Di Bandung KHM Anang Thajib menikah dengan Nyayu Fatimah, keduanya masih bertali kerabat yang berasal dari Palembang. Dari catatan silsilah keluarga yang disusuan oleh Rd.H.Husein Syarief, pernikahan kedua kerabat “urang pasar” itu kemudian dikaruniai 10 orang anak yang terdiri dari 5 laki-laki dan 5 perempuan. Salah seorang puterinya yang bernama Nyayu Hamimah kelak dipersunting oleh KHM Zamzam (1894-1952).

KHM Zamzam orangnya berperawakan agak gemuk dan tidak terlalu tinggi, tapi wajahnya yang bersih sangat menarik untuk dipandang karena selalu tersenyum. (Pidato Muhammad Roem)

Sebagaimana halnya urang pasar lainnya, KHM Zamzam juga terjun dalam dunia usaha perdagangan dan berniaga di eks Pasar Ciguriang yang belakangan pada masa sebelum kemerdekaan dinamakan dengan Jalan Pangeran Soemedang. Di lokasi itulah didirikan Pasar Baru pada tahun 1906 yang oleh Pemerintah Belanda dinobatkan sebagai pasar terbersih di Hindia, dan menjadi urat nadi perekonomian para pedagang pribumi. Mereka tinggal disekitar pasar dan berinteraksi satu sama lain menjalin tali silaturahmi melalui paguyuban yang mereka bentuk lewat kenduri ‘Urang Pasar’, yang secara rutin dilaksanakan dari rumah ke rumah.

Roda perekonomian warisan dari tiga generasi saudagar pribumi di Bandung terus digelendingkan oleh penerusnya, bahkan semakin maju dan berkembang menjadi basis kekuatan baru umat Islam di tengah arus deras kaum pergerakan yang tengah menunjukan jati dirinya di hadapan penguasa penjajah. Mantan suami Ibu Inggit Garnasih “Hadji Sanoesi” yang juga seorang peniaga di Bandung dan aktif dalam Syarekat Islam disingkat S.I, adalah satu diantaranya. S.I merupakan ‘metamorfosa’ dari Syarekat Dagang Islam yang lahir sebagai reaksi terhadap rencana politik pengkristenan dari Gubernur Jenderal Idenburg serta menghadapi para pedagang Cina.

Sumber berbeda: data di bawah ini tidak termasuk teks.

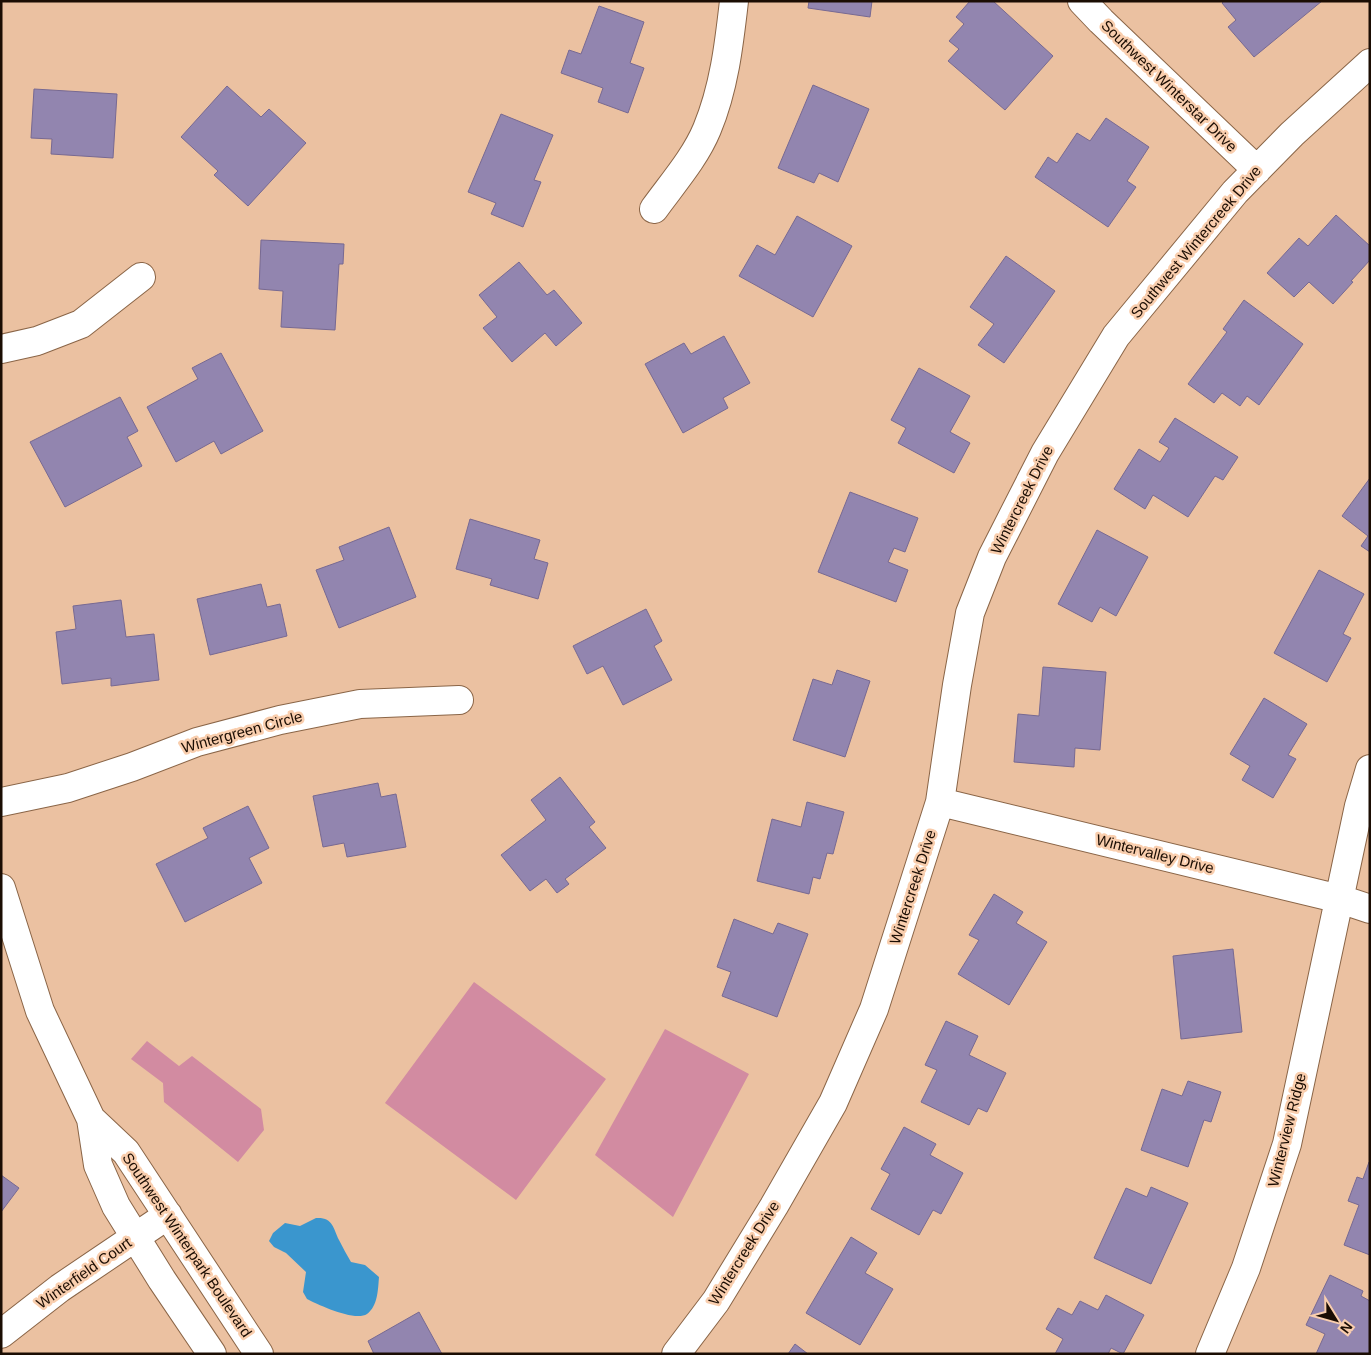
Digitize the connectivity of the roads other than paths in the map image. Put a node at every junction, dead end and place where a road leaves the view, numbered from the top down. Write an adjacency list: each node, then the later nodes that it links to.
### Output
1 (734, 1): 5 (street)
2 (1082, 1): 4 (street, Southwest Winterstar Drive)
3 (1370, 63): 4 (street, Southwest Wintercreek Drive)
4 (1257, 170): 8 (street, Southwest Wintercreek Drive)
5 (654, 209)
6 (141, 277): 7 (street)
7 (1, 349)
8 (1081, 394): 12 (street, Wintercreek Drive)
9 (460, 700): 11 (street, Wintergreen Circle)
10 (1370, 769): 14 (street, Winterview Ridge)
11 (1, 802)
12 (940, 802): 14 (street, Wintervalley Drive); 22 (street, Wintercreek Drive)
13 (1, 888): 16 (street, Southwest Winterpark Boulevard)
14 (1340, 899): 15 (street, Wintervalley Drive); 23 (street, Winterview Ridge)
15 (1370, 909)
16 (91, 1119): 17 (street, Southwest Winterpark Boulevard); 18 (street, Southwest Winterpark Boulevard)
17 (168, 1215): 18 (street, Winterfield Court); 21 (street, Southwest Winterpark Boulevard)
18 (135, 1237): 19 (street, Winterfield Court); 20 (street, Southwest Winterpark Boulevard)
19 (1, 1334)
20 (212, 1354)
21 (259, 1354)
22 (676, 1354)
23 (1210, 1354)

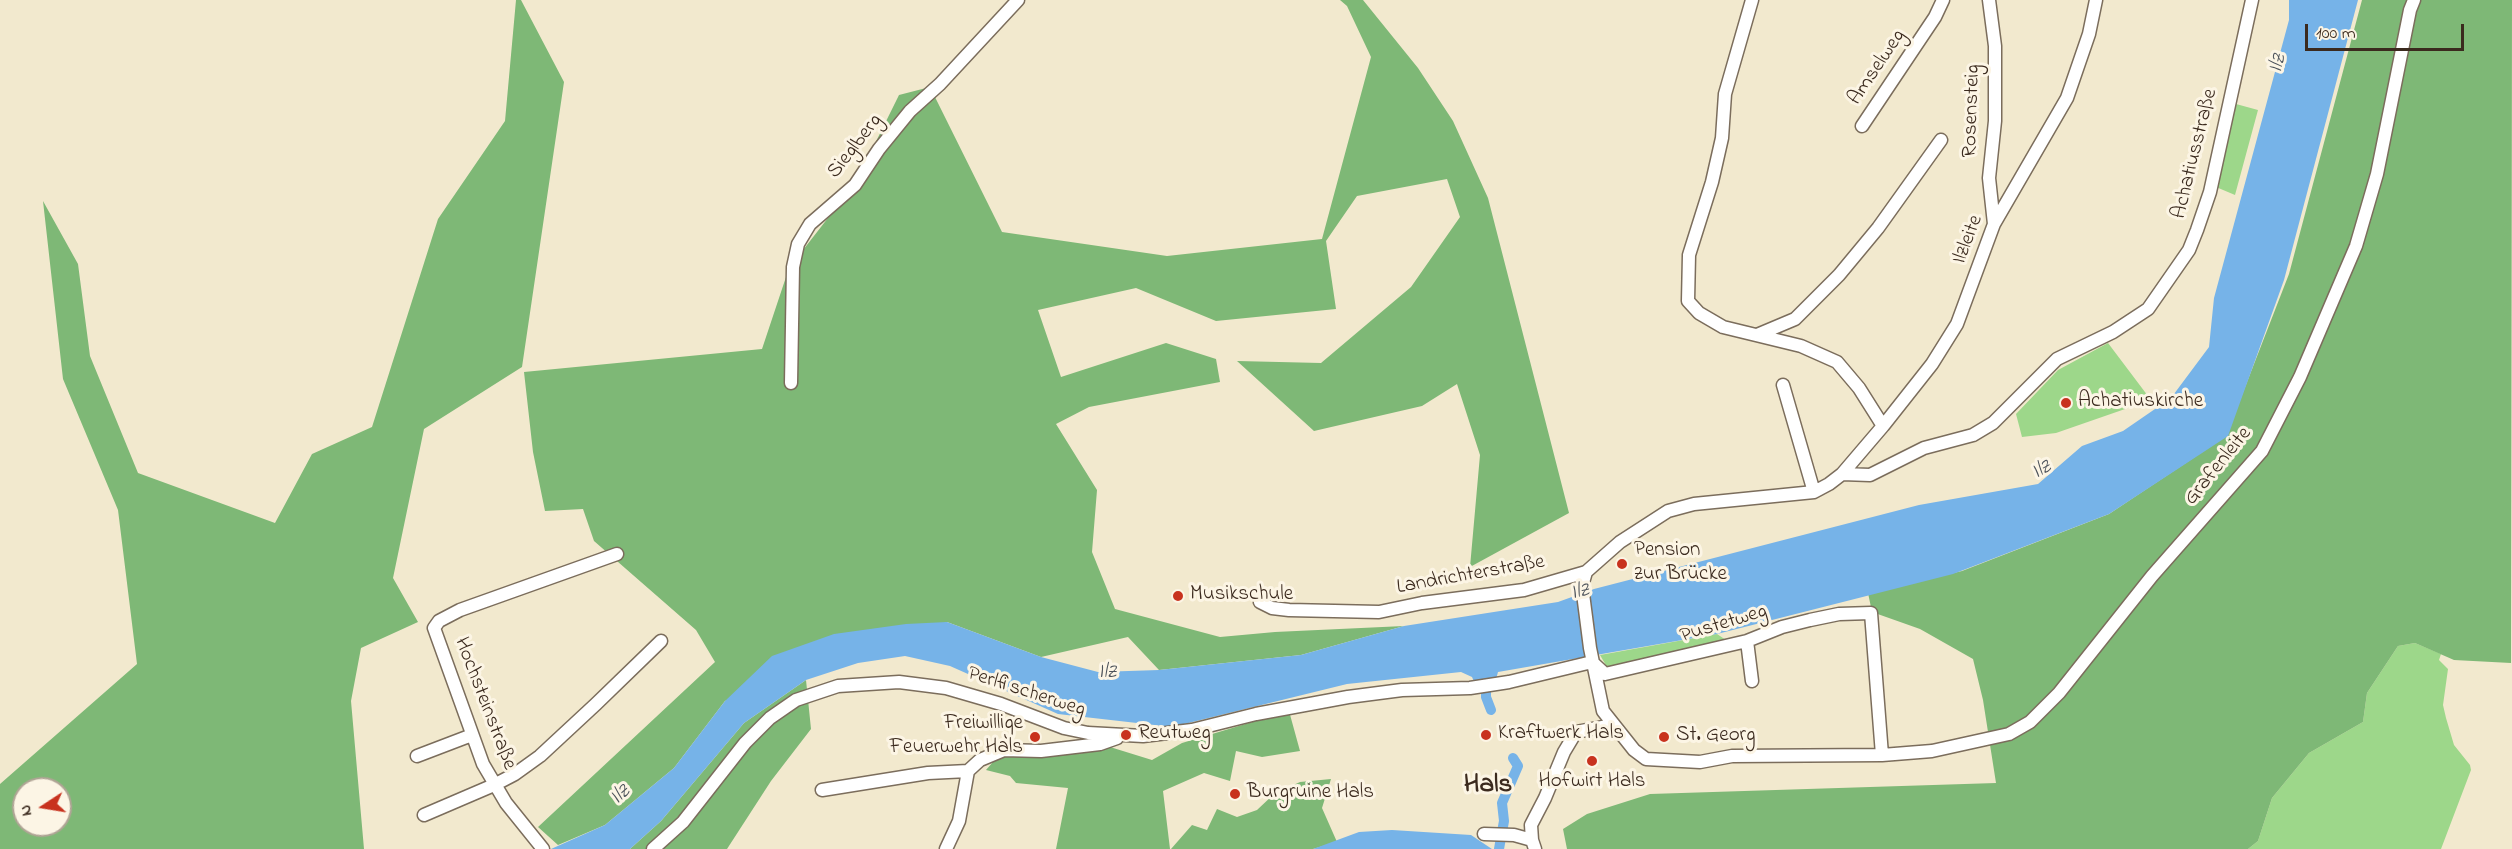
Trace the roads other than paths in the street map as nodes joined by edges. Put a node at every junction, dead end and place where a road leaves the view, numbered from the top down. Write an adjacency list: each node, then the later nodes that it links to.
1 (1018, 0): 12 (street, Sieglberg)
2 (1752, 0): 11 (street)
3 (1943, 0): 8 (street, Amselweg)
4 (1989, 0): 10 (street, Rosensteig)
5 (2097, 0): 10 (street, Ilzleite)
6 (2252, 0): 15 (street, Achatiusstraße)
7 (2412, 5): 27 (street, Grafenleite)
8 (1862, 126)
9 (1941, 140): 11 (street)
10 (1994, 224): 14 (street, Ilzleite)
11 (1757, 335): 14 (street)
12 (792, 382)
13 (1783, 385): 16 (street)
14 (1884, 426): 15 (street, Ilzleite)
15 (1842, 474): 16 (street, Landrichterstraße)
16 (1814, 492): 18 (street, Landrichterstraße)
17 (617, 554): 25 (street, Hochsteinstraße)
18 (1586, 572): 19 (street, Landrichterstraße); 22 (street, Grafenleite)
19 (1260, 602)
20 (661, 641): 30 (street)
21 (1747, 641): 22 (street, Pustetweg); 23 (street); 27 (street, Pustetweg)
22 (1592, 662): 24 (street, Grafenleite); 26 (street, Perlfischerweg)
23 (1752, 681)
24 (1613, 725): 27 (street, Grafenleite); 34 (street)
25 (472, 735): 28 (street); 30 (street, Hochsteinstraße)
26 (1126, 735): 29 (street); 36 (street, Perlfischerweg)
27 (1882, 755)
28 (417, 756)
29 (968, 771): 31 (street); 37 (street)
30 (494, 785): 32 (street); 35 (street, Hochsteinstraße)
31 (822, 790)
32 (424, 815)
33 (1489, 834): 34 (street)
34 (1534, 845)
35 (543, 849)
36 (653, 849)
37 (946, 849)

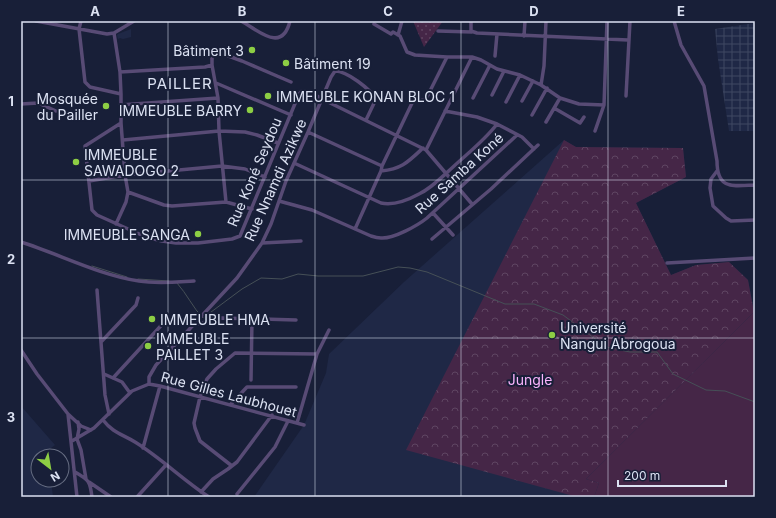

Masih disekitar Pasar Baru, dalam sebuah lorong sempit yang banyak dihuni oleh ‘Urang Pasar’ di Bandung, karena ada kantor Pegadaian dimuka Gang itu, orang-orang setempat lebih akrab melafalkan namanya menjadi Gang Pakgade. Di Gang Pakgade itulah KHM Zamzam setelah bermertuakan KHM Anang Thajib, bersama karibnya Haji Muhammad Yunus yang juga memiliki kesamaan asal usul, mengumpulkan kaum ‘Uang Pasar’ mengemas majelis ta’lim menjadi sebuah kenduri, para peserta yang hadir tentu merasa senang dan kerasan, karena selain mempererat tali ikatan silaturahmi satu zuriyat, juga ajang berbagi keluh kesah dalam perniagaan. Pun tak luput menikmati sajian masakan leluhur, resep warisan pusaka Palembang yang disukainya.

Masih menurut Dadan Wildan; Sejarah Perjuangan Persis 1923-1983, Gema Syahid 1995: Meski asal usul dan paguyuban mereka bercirikan asal Sumatera, tidak kemudian mereka merasa sebagai orang-orang dari Palembang, tapi benar-benar sudah menjadi orang Sunda yang seutuhnya. Dalam pergaulan sehari-hari, percakapan mereka adalah bahasa Sunda.

Topik yang menjadi isu hangat dibicarakan dipengaruhi oleh rasa nasionalisme bangsa Indonesia yang saat itu tengah tumbuh. Bagi mereka dengan latar belakang kehidupan agamis yang kuat, prinsip-prinsip ajaran Islam menjadi konsep pemersatu ketika harus berhadapan dengan pihak manapun, termasuk perjuangan melawan penguasa kolonial Belanda dalam mewujudkan cita-cita Indonesia Merdeka.

Selain masalah-masalah tentang Agama, gerakan-gerakan keagamaan juga menjadi bahan pembicaraan. Pada pembahasan ini KHM Zamzam dan Haji Muhammad Yunus dipandang paling mumpuni dan menguasai topik bahasan, karena itu keduanya banyak memberikan materi serta pokok pikiran.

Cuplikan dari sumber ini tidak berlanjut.